Software development is 20% writing code and 80% maintenance. Since most of your time is spent keeping the lights on, your logs need to be simple to read. High-quality logs aren’t just a “nice to have” they are the only way to make observability actually work.
This piece is primarily focused on ERROR logs, dealing with exceptions. A few rule of thumb for error logs:
- Only log an ERROR if the operation (eg request) failed unexpectedly: If the opeartion keeps going, it’s not an error.
- Clear: State exactly what went wrong in plain English.
- Human intervention: If a developer doesn’t need to jump in and fix something, it shouldn’t be an ERROR. Log severity should encode actionability, not just system correctness.
These rules exist to ensure every log is accurate and actionable.

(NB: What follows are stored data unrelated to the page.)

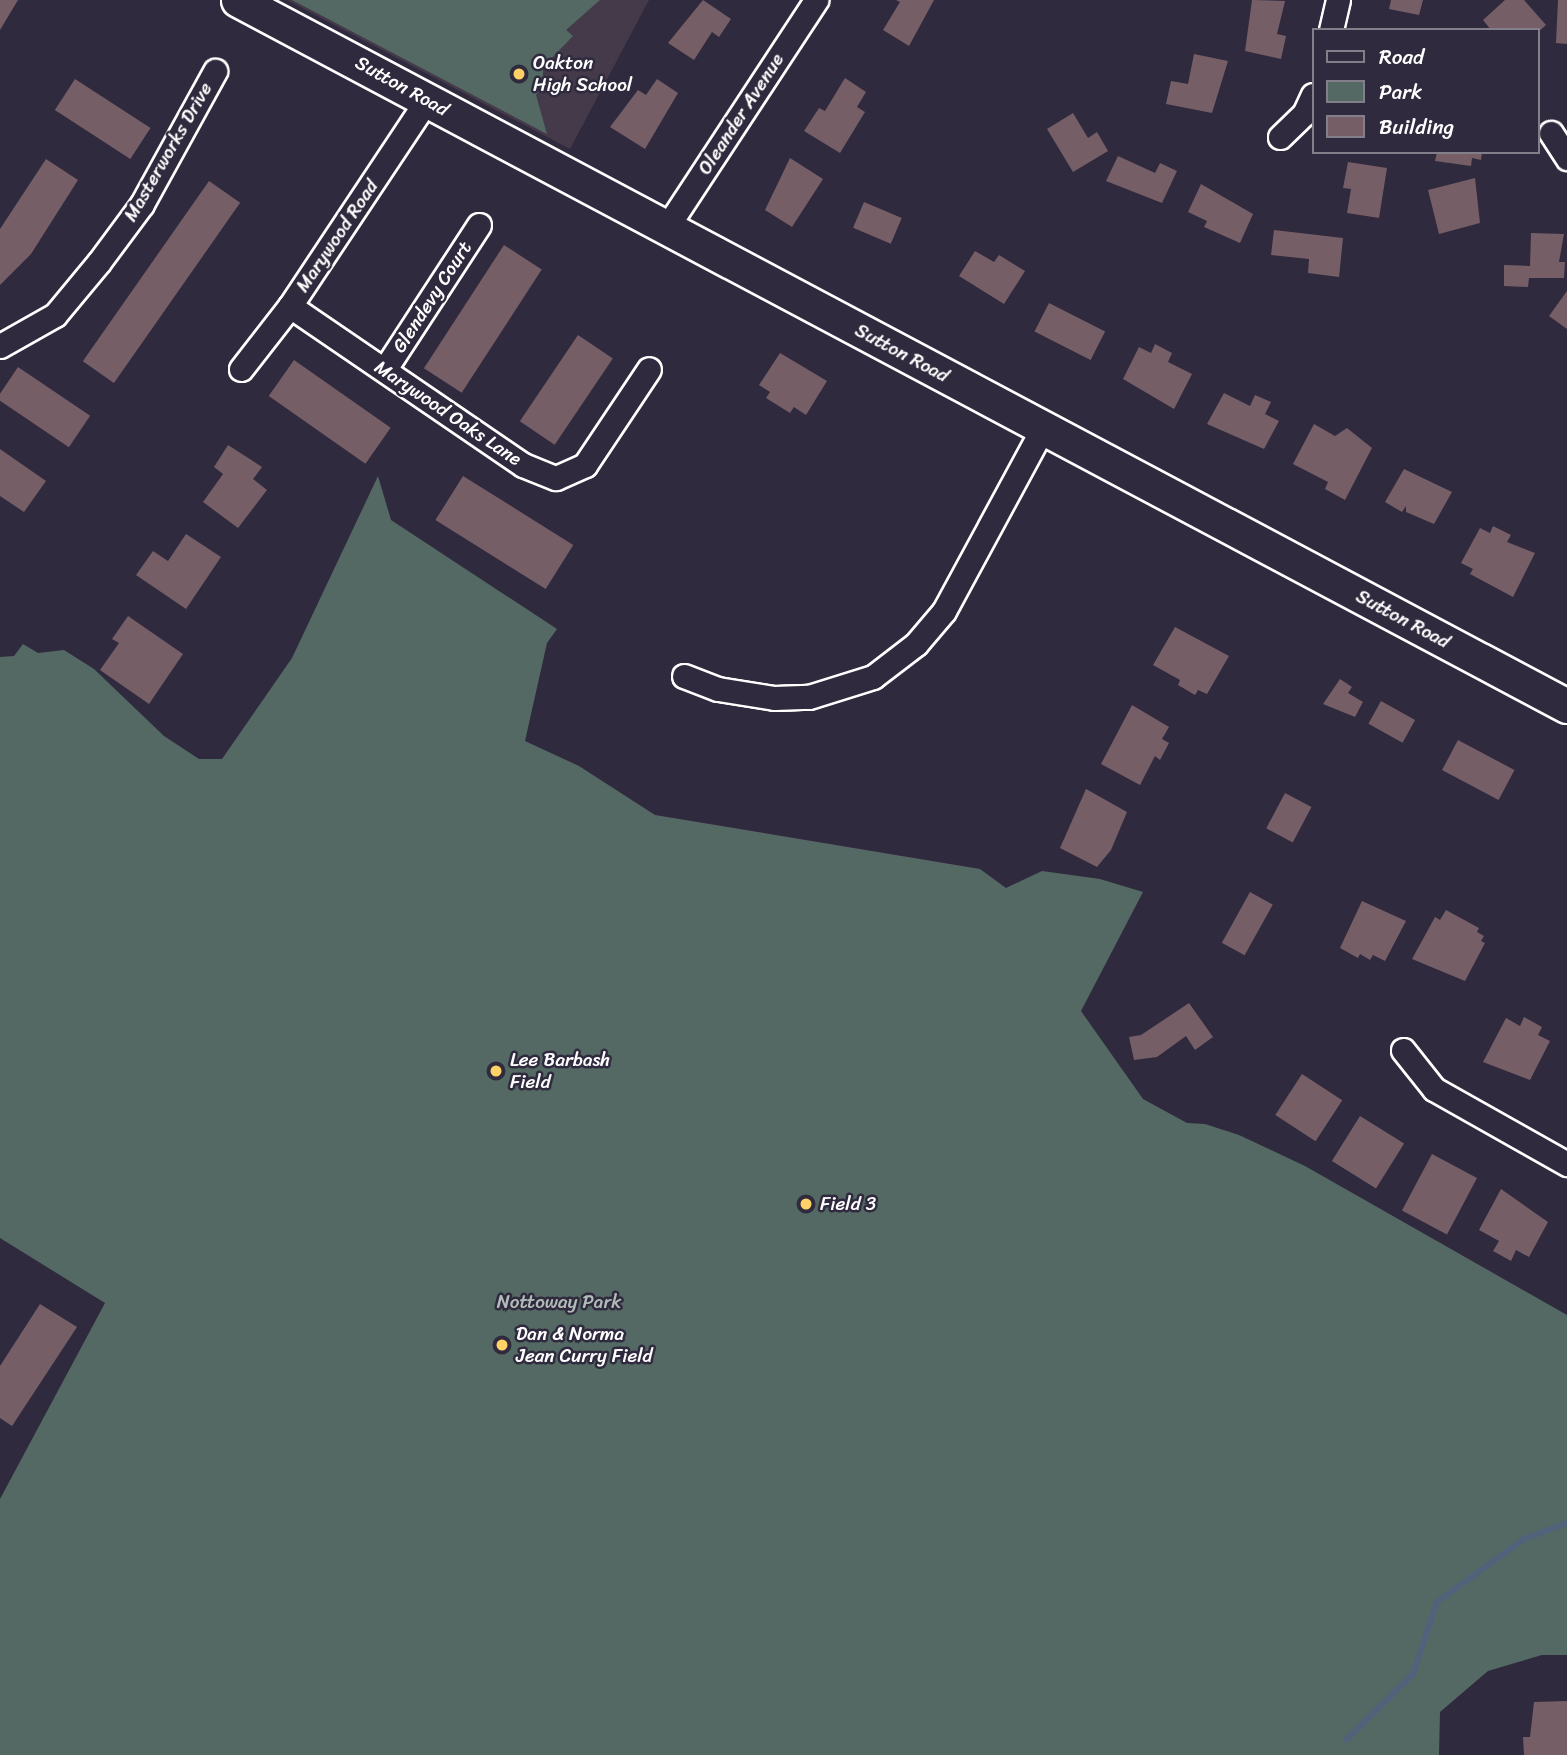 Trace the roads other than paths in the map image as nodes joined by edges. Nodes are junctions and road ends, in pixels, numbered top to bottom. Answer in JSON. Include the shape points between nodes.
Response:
{"nodes":[{"id":1,"x":238,"y":0,"type":"edge"},
{"id":2,"x":816,"y":0,"type":"edge"},
{"id":3,"x":1338,"y":0,"type":"edge"},
{"id":4,"x":1331,"y":28,"type":"edge"},
{"id":5,"x":215,"y":71,"type":"dead end"},
{"id":6,"x":1312,"y":97,"type":"edge"},
{"id":7,"x":427,"y":100,"type":"junction"},
{"id":8,"x":1551,"y":133,"type":"dead end"},
{"id":9,"x":1280,"y":137,"type":"dead end"},
{"id":10,"x":1567,"y":158,"type":"edge"},
{"id":11,"x":479,"y":225,"type":"dead end"},
{"id":12,"x":667,"y":228,"type":"junction"},
{"id":13,"x":290,"y":306,"type":"junction"},
{"id":14,"x":0,"y":346,"type":"edge"},
{"id":15,"x":241,"y":369,"type":"dead end"},
{"id":16,"x":385,"y":369,"type":"junction"},
{"id":17,"x":649,"y":369,"type":"dead end"},
{"id":18,"x":1043,"y":428,"type":"junction"},
{"id":19,"x":684,"y":676,"type":"dead end"},
{"id":20,"x":1567,"y":706,"type":"edge"},
{"id":21,"x":1403,"y":1050,"type":"dead end"},
{"id":22,"x":1567,"y":1164,"type":"edge"}],
"edges":[{"from":1,"to":7,"type":"street","name":"Sutton Road"},
{"from":2,"to":12,"type":"street","name":"Oleander Avenue"},
{"from":3,"to":4,"type":"street"},
{"from":5,"to":14,"type":"street","name":"Masterworks Drive","via":[[142,204],[99,262],[55,316]]},
{"from":6,"to":9,"type":"street","via":[[1304,114]]},
{"from":7,"to":12,"type":"street","name":"Sutton Road"},
{"from":7,"to":13,"type":"street","name":"Marywood Road"},
{"from":8,"to":10,"type":"street"},
{"from":11,"to":16,"type":"street","name":"Glendevy Court"},
{"from":12,"to":18,"type":"street","name":"Sutton Road"},
{"from":13,"to":15,"type":"street","name":"Marywood Road"},
{"from":13,"to":16,"type":"street","name":"Marywood Oaks Lane"},
{"from":16,"to":17,"type":"street","name":"Marywood Oaks Lane","via":[[523,465],[556,478],[585,465]]},
{"from":18,"to":19,"type":"street","via":[[944,611],[916,643],[873,677],[809,697],[774,698],[718,689]]},
{"from":18,"to":20,"type":"street","name":"Sutton Road"},
{"from":21,"to":22,"type":"street","via":[[1433,1090]]}]} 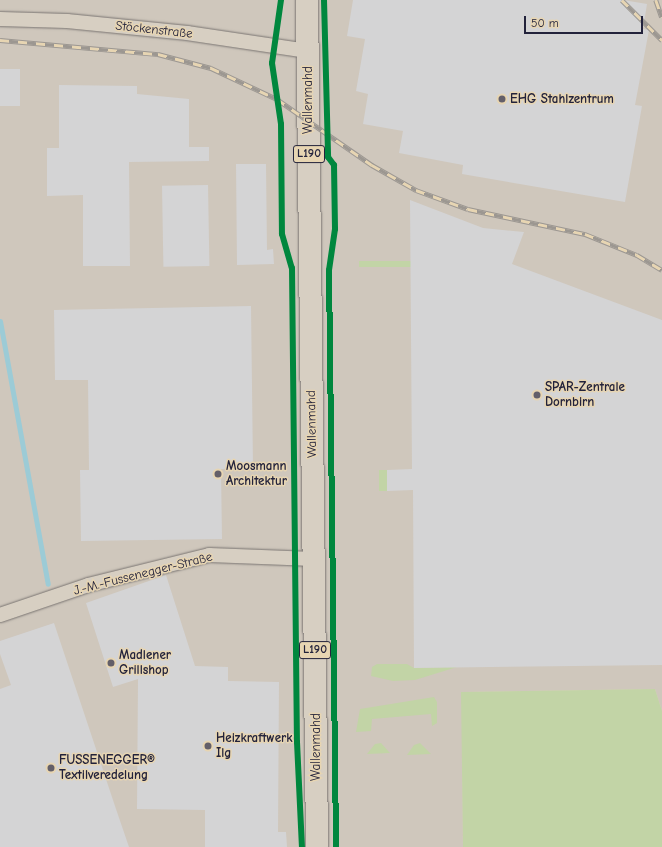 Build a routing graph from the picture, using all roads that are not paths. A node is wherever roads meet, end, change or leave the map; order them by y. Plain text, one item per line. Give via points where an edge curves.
1 (307, 0) edge
2 (0, 19) edge
3 (308, 51) junction
4 (314, 559) junction
5 (0, 615) edge
6 (317, 847) edge

1 - 3 main road, Wallenmahd / L190
2 - 3 street, Stöckenstraße via 67,21 180,32
3 - 4 main road, Wallenmahd / L190
4 - 5 street, J.-M.-Fussenegger-Straße via 209,555 88,585
4 - 6 main road, Wallenmahd / L190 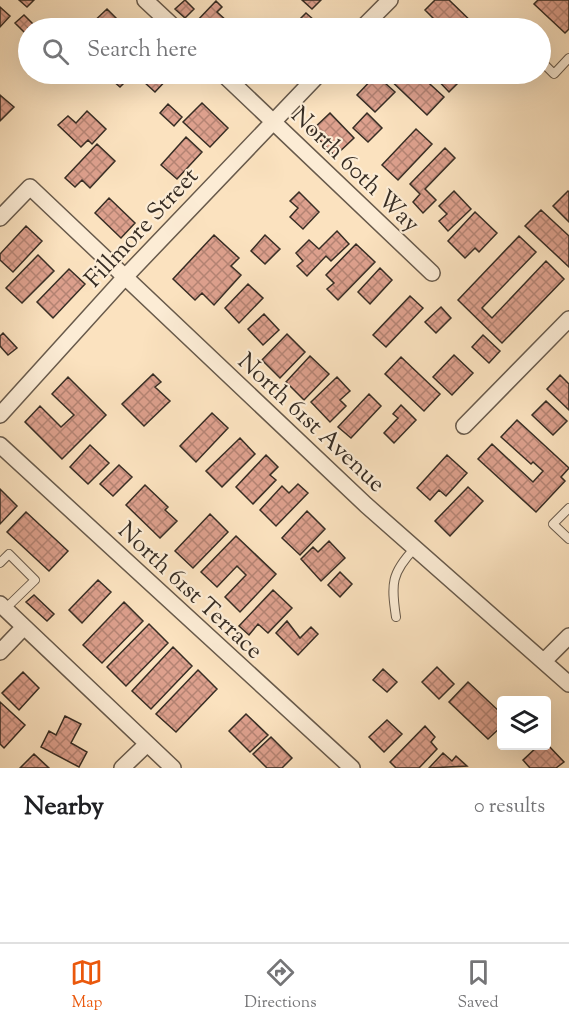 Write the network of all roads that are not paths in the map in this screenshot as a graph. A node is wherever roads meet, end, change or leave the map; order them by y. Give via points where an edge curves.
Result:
1 (145, 0) edge
2 (390, 0) edge
3 (164, 18) edge
4 (372, 18) edge
5 (569, 58) edge
6 (551, 71) edge
7 (234, 84) edge
8 (309, 84) edge
9 (273, 120) junction
10 (0, 218) edge
11 (432, 273) dead end
12 (125, 277) junction
13 (569, 319) edge
14 (0, 415) edge
15 (464, 426) dead end
16 (0, 445) edge
17 (569, 508) edge
18 (569, 539) edge
19 (415, 548) junction
20 (0, 563) edge
21 (3, 607) edge
22 (396, 617) dead end
23 (24, 627) junction
24 (569, 636) edge
25 (0, 652) edge
26 (544, 661) junction
27 (569, 684) edge
28 (147, 744) junction
29 (122, 768) edge
30 (173, 768) edge
31 (352, 768) edge

1 - 3 street
2 - 4 street
5 - 6 lane via 554,74
7 - 9 street, North 60th Way
8 - 9 street, Fillmore Street
9 - 11 street, North 60th Way
9 - 12 street, Fillmore Street
10 - 12 street, North 61st Avenue via 30,187
12 - 14 street, Fillmore Street
12 - 19 street, North 61st Avenue
13 - 15 street
16 - 31 street, North 61st Terrace
17 - 18 lane via 553,525
19 - 22 lane via 394,576
19 - 26 street, North 61st Avenue
20 - 21 lane via 9,554 35,580
21 - 23 street
23 - 25 street
23 - 28 street
24 - 26 street
26 - 27 street, North 61st Avenue
28 - 29 street
28 - 30 street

Accuracy is paramount. If your code handles a bad password gracefully, don’t log an ERROR. That’s just the system doing its job. If the request didn’t terminate unexpectedly, keep the log level at INFO or WARN.
Actionable is about what happens next. When an error log alert hits Slack, it should tell the developer exactly what happened and how to investigate or fix the problem. If you see an alert and your first instinct is to ignore it, the log level needs to be lowered.
This is where the Noise Tax comes in.
Most teams don’t have a defined process for fixing noisy logs. We might tweak a dashboard here or there, but eventually, the noise creeps back in. This eventually leads to alert fatigue. You start ignoring the alerts. Keep your logs clean. If an error doesn’t demand an answer, it’s just expensive noise.